Dans la douleur chronique ou récurrente, il est nécessaire de prendre en compte l'ergonomie du quotidien : le poste de travail, l'ergonomie domestique et la gestion des postures habituelles.
Plus la douleur est permanente avec persistance nocturne, plus il est nécessaire de la combattre avec des médicaments appropriés (antidouleurs, anti-inflammatoires, décontracturants) et parfois avec l'aide d'une ceinture lombaire.

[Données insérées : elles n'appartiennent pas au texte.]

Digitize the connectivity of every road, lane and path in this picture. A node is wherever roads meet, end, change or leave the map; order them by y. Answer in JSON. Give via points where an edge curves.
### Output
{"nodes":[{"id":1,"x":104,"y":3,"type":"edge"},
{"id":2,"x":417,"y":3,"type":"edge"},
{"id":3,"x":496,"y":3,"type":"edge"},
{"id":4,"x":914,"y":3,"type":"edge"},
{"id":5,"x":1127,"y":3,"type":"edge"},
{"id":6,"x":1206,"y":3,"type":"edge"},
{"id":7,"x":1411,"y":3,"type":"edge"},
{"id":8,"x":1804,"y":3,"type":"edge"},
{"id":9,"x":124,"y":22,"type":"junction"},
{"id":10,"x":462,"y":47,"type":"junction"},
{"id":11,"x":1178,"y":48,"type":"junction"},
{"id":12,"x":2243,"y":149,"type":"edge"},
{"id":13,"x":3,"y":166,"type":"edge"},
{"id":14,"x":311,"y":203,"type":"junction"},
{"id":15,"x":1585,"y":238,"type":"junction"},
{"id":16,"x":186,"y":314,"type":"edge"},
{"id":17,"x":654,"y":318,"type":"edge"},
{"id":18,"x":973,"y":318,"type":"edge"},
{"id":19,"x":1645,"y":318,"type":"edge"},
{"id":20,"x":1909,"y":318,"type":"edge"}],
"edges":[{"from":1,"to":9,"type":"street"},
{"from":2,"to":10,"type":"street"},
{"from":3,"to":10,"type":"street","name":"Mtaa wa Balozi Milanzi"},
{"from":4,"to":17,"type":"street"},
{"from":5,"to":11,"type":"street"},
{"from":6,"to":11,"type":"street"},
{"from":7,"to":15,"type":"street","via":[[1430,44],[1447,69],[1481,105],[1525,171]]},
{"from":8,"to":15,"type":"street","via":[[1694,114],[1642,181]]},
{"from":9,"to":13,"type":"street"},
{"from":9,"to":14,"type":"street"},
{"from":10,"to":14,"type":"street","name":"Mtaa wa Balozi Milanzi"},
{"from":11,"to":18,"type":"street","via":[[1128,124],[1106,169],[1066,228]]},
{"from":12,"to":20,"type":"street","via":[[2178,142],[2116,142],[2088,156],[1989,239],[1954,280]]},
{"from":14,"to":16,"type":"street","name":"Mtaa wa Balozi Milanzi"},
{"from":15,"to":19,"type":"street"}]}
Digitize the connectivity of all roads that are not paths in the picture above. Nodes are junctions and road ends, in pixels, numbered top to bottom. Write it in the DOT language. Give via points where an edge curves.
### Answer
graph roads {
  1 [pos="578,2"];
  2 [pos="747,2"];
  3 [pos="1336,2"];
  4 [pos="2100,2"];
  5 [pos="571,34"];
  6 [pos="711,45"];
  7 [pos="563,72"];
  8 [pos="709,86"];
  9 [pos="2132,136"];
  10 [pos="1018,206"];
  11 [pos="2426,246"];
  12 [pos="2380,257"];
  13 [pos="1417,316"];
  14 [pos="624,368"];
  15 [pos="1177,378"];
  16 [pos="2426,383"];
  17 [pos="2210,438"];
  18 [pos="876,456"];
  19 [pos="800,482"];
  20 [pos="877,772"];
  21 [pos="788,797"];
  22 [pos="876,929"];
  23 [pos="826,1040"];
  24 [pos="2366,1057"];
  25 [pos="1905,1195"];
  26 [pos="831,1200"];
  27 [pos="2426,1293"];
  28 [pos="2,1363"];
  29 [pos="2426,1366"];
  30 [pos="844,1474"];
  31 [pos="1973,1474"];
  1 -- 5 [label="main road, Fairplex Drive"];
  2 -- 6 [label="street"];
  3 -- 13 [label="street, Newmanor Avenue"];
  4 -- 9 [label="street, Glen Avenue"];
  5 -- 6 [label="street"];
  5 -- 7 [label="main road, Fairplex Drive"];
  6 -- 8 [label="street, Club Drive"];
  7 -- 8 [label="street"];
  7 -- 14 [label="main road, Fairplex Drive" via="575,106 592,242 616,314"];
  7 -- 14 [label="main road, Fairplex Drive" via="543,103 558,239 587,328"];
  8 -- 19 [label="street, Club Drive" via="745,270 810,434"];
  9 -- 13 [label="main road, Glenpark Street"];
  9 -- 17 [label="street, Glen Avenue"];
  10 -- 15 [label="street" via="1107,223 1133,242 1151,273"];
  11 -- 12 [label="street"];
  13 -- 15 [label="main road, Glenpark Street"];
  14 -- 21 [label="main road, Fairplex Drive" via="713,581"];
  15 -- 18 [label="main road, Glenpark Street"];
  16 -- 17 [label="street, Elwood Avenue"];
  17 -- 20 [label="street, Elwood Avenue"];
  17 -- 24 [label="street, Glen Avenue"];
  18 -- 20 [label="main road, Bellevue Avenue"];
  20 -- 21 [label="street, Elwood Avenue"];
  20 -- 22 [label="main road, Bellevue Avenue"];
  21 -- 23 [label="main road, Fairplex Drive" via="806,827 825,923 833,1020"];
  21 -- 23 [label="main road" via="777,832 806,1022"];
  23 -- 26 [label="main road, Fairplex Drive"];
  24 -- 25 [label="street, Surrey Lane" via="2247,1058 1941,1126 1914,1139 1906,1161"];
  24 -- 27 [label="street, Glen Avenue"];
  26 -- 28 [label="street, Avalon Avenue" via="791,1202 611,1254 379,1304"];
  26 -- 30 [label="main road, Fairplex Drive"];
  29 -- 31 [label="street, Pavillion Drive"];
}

Toute douleur lombaire récurrente doit être examinée sous l'angle des troubles de l'équilibre postural en terme de déficience proprioceptive ou de dysfonction sensorielle. Cela concerne la Posturologie.
Pour que les contraintes mécaniques qui s'exercent sur la colonne lombaire soient les plus harmonieuses et physiologiques , il faut que la ligne centrale de gravité (verticale virtuelle qui passe par le centre de gravité) passe en arrière des articulations coxo-fémorales.
Les manipulations vertébrales ne sont pas le seul traitement possible et indiqué dans l'éventail des pathologies lombaires. Elles sont susceptibles de contre-indications.
Rapports entre lombalgies et depression : selon l'âge du sujet la lombalgie est souvent sévère et handicapante quand il existe des symptômes dépressifs. Le plus souvent on retrouve des causes anatomo-pathologiques et mécaniques qui ne seront que prétexte à une somatisation prolongée favorisée par le trouble dépressif.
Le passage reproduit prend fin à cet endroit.